I assume she was born Matilda Swinton. Perhaps she wasn't and her parents were fully aware that not even they, flush with the powers of circumscription afforded any parent over their child, could straitjacket this fiery-headed woman into the type of, what may I call it- sweet simplicity that that name suggests. Even if they didn't know beforehand, they would have cottoned on when she burst out on Guy Fawkes Day no less. Bonfire Night. She is now noted for her iconic portrayal of the White Witch in the Chronicles of Narnia and her Oscar-winning turn in Michael Clayton- both mainstream characters- but it is her working partnership with the gay experimentalist director Derek Jarman and her willingness to play men (Mozart, Orlando) that provided her with her reputation as a left field performer willing to take on daring roles without ever compromising her true identity be it as a thesp or in her personal life.

Maybe it was news that she keeps a lover at the same time as (and to the full knowledge of) the father of her twin children, a bit in the Michael Gambon mould, that pricked my antenna and tuned them fully into her mystery. Nontheless, I have admired her austerity and frozen wit since I saw her play a rogue angel Gabriel with stumps for wings in the playful blockbuster Constantine opposite another strange choice of favourite, Keanu Reeves. And snarling roles as entirely unseductive affairees in Burn After Reading and The Curious Case of Benjamin Button only served to enhance her appeal to me. I love a woman who exudes sexy without having to try. She has those suffer-no-fools eyes and that regal gait, that beanpole body and nuanced fashion sense (to be kind), and altogether that combination prods at my nerve-endings with frissons of excitement. Of the kind that delights in being far away from the bandwagon.
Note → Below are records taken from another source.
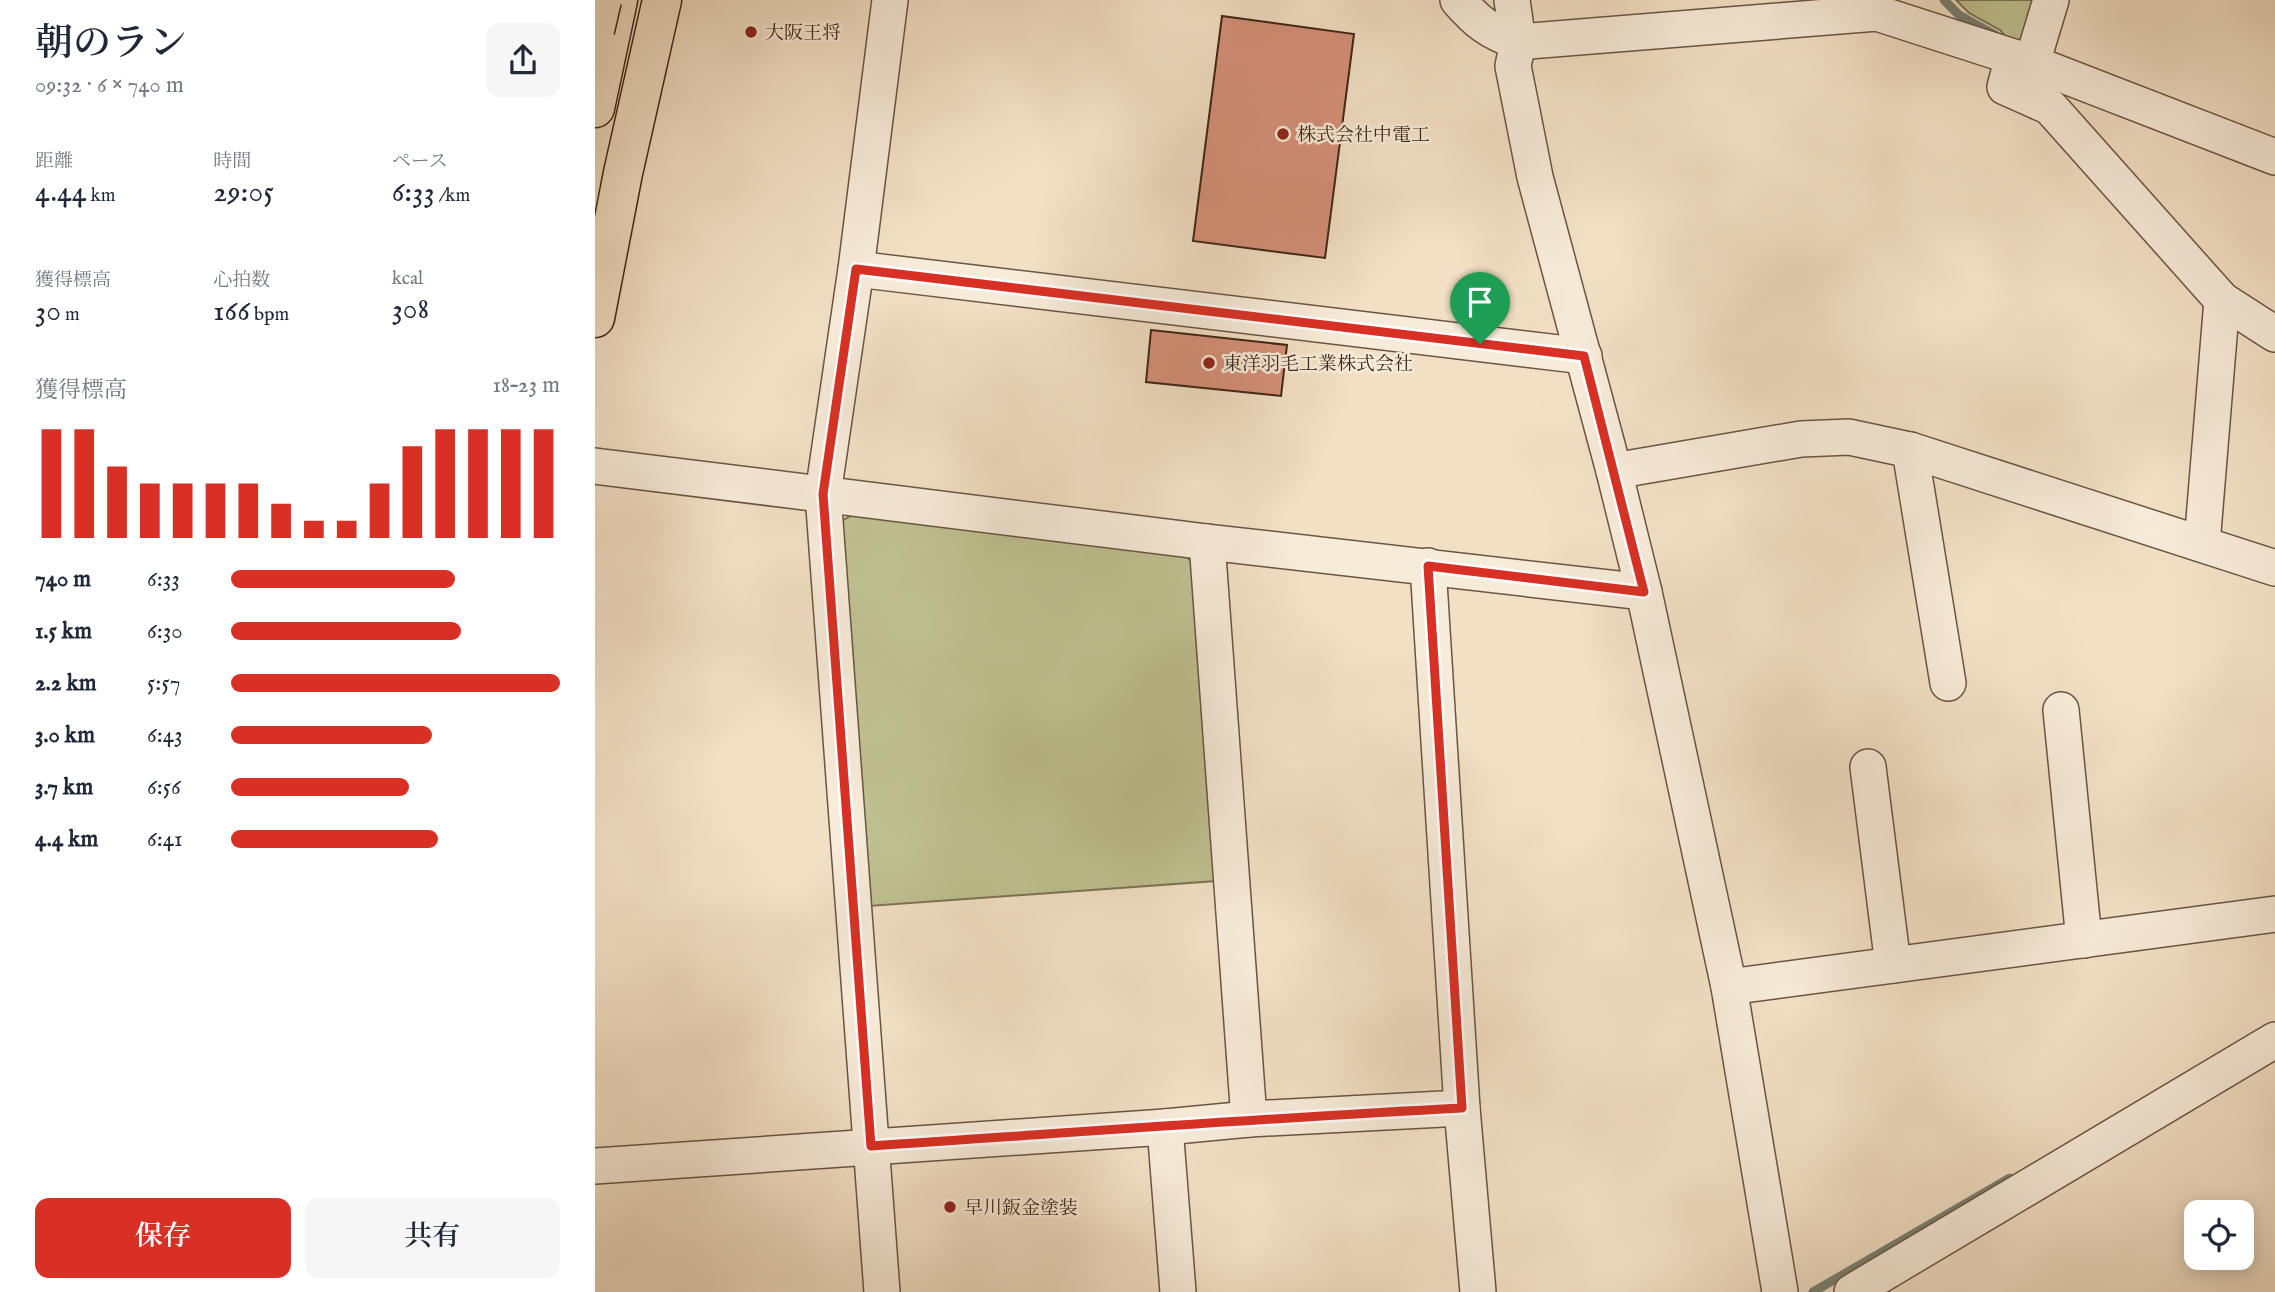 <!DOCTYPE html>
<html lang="ja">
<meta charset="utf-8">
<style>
:root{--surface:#fff;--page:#f6f6f7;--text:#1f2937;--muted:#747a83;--accent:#d93025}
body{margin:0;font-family:"IM FELL English","Noto Serif JP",serif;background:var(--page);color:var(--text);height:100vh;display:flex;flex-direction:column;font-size:26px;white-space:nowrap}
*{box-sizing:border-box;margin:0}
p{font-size:23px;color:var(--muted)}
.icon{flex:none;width:38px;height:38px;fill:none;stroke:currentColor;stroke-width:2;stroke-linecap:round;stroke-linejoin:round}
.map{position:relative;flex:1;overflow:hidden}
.sheet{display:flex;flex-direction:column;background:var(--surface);width:595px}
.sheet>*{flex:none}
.buttons{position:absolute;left:1589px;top:1200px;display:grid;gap:14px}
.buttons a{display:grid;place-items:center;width:70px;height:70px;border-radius:14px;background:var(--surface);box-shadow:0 4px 18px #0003;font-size:35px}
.pin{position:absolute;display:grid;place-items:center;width:60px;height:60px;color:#fff;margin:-72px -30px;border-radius:50% 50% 50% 0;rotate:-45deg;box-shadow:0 0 7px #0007}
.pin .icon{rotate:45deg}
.round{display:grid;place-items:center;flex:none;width:74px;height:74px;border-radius:14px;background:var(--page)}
.head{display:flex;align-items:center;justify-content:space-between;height:119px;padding:0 35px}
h1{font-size:38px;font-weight:600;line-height:52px}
.metrics{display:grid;grid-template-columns:repeat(3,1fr);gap:10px;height:119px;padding:7px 35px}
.metrics div{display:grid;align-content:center}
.metrics b{font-size:30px;font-weight:600}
.metrics small{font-size:19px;font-weight:400}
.metrics p{font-size:19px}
.chart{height:196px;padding:14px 35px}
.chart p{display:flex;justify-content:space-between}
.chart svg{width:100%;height:126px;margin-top:7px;stroke:var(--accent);stroke-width:6}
.button{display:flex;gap:14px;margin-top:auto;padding:14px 35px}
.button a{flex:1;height:80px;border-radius:14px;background:var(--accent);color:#fff;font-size:28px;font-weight:600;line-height:80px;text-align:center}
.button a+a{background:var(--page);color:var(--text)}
ul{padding:0 35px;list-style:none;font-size:23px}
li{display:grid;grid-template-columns:112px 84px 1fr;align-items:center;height:52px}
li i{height:18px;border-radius:9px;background:var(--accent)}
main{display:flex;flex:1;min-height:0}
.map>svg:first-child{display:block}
</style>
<main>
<section class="sheet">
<div class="head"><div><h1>朝のラン</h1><p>09:32 · 6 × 740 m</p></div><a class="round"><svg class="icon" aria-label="share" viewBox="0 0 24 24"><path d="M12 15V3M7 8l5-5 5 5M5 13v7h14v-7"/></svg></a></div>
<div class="metrics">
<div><p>距離</p><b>4.44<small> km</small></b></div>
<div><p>時間</p><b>29:05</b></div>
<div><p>ペース</p><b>6:33<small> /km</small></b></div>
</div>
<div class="metrics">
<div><p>獲得標高</p><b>30<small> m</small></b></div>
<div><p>心拍数</p><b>166<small> bpm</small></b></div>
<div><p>kcal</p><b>308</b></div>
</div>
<div class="chart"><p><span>獲得標高</span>18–23 m</p>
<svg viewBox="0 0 160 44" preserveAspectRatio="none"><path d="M5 44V6M15 44V6M25 44V19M35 44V25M45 44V25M55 44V25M65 44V25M75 44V32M85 44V38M95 44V38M105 44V25M115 44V12M125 44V6M135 44V6M145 44V6M155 44V6"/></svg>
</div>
<ul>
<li><b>740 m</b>6:33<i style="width:68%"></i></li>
<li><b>1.5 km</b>6:30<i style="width:70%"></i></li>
<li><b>2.2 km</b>5:57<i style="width:100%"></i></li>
<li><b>3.0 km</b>6:43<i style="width:61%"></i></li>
<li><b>3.7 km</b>6:56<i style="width:54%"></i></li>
<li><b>4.4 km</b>6:41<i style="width:63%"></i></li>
</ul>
<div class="button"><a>保存</a><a>共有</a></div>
</section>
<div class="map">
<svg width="1680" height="1292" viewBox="0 0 1680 1292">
<rect width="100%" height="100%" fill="#f2e0c5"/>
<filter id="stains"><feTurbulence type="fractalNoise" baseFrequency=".00286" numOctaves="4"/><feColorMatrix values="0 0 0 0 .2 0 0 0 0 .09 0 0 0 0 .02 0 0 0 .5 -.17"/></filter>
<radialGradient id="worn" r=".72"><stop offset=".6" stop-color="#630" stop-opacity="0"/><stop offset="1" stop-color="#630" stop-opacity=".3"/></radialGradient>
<g fill="#bfc191" stroke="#7e7353" stroke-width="2">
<path d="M 1361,0 L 1446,0 L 1428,47 L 1413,39 L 1405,30 L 1374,13 Z"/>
<path d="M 261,513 L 586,550 L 601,567 L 621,881 L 274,906 L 246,521 Z"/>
</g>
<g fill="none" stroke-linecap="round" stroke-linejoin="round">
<g stroke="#768073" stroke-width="9">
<path d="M 1349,0 L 1364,15 L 1400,35"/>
<path d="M 1218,1292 L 1415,1178"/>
</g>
</g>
<g fill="#d59079" stroke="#3e2515" stroke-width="2">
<path d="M 627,16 L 759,34 L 730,258 L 598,241 Z"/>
<path d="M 556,330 L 692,345 L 686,396 L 551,382 Z"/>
</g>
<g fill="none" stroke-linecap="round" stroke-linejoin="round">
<defs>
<g id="street">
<path d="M 863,0 C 883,23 894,31 923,42 L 1282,13 L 1437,63 L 1680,157"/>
<path d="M 917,0 L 923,42 L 918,66 L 940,177 L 1019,471 L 1049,592 L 1134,987 L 1185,1292"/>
<path d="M 1418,57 L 1410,87 L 1455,107 L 1627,300 L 1680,334"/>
<path d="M 1437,63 L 1456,0"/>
<path d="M 261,269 L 989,356"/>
<path d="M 1315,450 L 1353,683"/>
<path d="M 0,466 L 612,542 L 1049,592"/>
<path d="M 1019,471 L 1206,439 L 1254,437 L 1315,450 L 1680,568"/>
<path d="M 612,542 L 654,1119"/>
<path d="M 1607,544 L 1627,300"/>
<path d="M 833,566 L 867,1108 L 883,1292"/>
<path d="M 1466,710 L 1489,940"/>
<path d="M 1273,767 L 1298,965"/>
<path d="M 1134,987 L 1680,914"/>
<path d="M 570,1127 L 583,1292"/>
<path d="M 0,1166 L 570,1127 L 654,1119 L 867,1108"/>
<path d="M 287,1292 L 228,494 L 261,269 L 295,0"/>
<path d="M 1257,1292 L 1680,1040"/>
</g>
<g id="highway">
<path d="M 0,108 L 23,0"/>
<path d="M 0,318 L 28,173 L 67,0"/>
</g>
</defs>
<use href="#street" stroke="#6b5441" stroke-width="38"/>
<use href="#highway" stroke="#3e2515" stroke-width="41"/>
<use href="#street" stroke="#f7ebd9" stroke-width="35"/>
<use href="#highway" stroke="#f2e0c5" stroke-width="38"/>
<defs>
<path id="highway-bridge" d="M 0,30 L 7,0"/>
</defs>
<use href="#highway-bridge" stroke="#3e2515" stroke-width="41" stroke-linecap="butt"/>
<use href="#highway-bridge" stroke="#f2e0c5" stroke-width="38"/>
</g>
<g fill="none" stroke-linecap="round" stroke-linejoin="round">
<defs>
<path id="route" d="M 261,269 L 989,356 L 1049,592 L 833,566 L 867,1108 C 670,1118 473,1133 276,1146 L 228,494 Z"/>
</defs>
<use href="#route" stroke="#fff" stroke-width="14"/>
<use href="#route" stroke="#d93025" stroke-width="9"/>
</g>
<g fill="#8f2418" stroke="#f7ebd9" stroke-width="2.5">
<circle cx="156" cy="32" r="7"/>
<circle cx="688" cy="134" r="7"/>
<circle cx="614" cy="363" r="7"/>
<circle cx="355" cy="1207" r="7"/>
</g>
<g text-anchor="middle" stroke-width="5" stroke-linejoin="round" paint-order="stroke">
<g font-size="19" fill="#3e2515" stroke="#f7ebd9" text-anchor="start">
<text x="170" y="39">大阪王将</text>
<text x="702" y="141">株式会社中電工</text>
<text x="628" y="370">東洋羽毛工業株式会社</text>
<text x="369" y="1214">早川鈑金塗装</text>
</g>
</g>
<rect width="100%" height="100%" filter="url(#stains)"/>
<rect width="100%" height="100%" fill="url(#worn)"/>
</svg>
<div class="buttons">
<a><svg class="icon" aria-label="locate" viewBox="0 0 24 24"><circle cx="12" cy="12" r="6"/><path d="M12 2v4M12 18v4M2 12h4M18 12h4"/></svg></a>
</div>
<div class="pin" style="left:885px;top:344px;background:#1e9e55"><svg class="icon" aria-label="arrive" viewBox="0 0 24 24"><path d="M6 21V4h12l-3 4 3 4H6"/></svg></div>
</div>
</main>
Tilda Swinton appears in an adaptation of the critically acclaimed novel We Need To Talk About Kevin  (in pre- production). Until then, catch her in The Limits Of Control by Jim Jarmusch alongside Bill Murray, John Hurt, Gael Garcia Bernal and the screen force that is Isaach De Bankole (see Casino Royale).

TRIVIA: Swinton garnered acclaim for her 1995 art installation 'The Maybe'. She has sat on the juries of both the Venice and Sundance Film Festivals.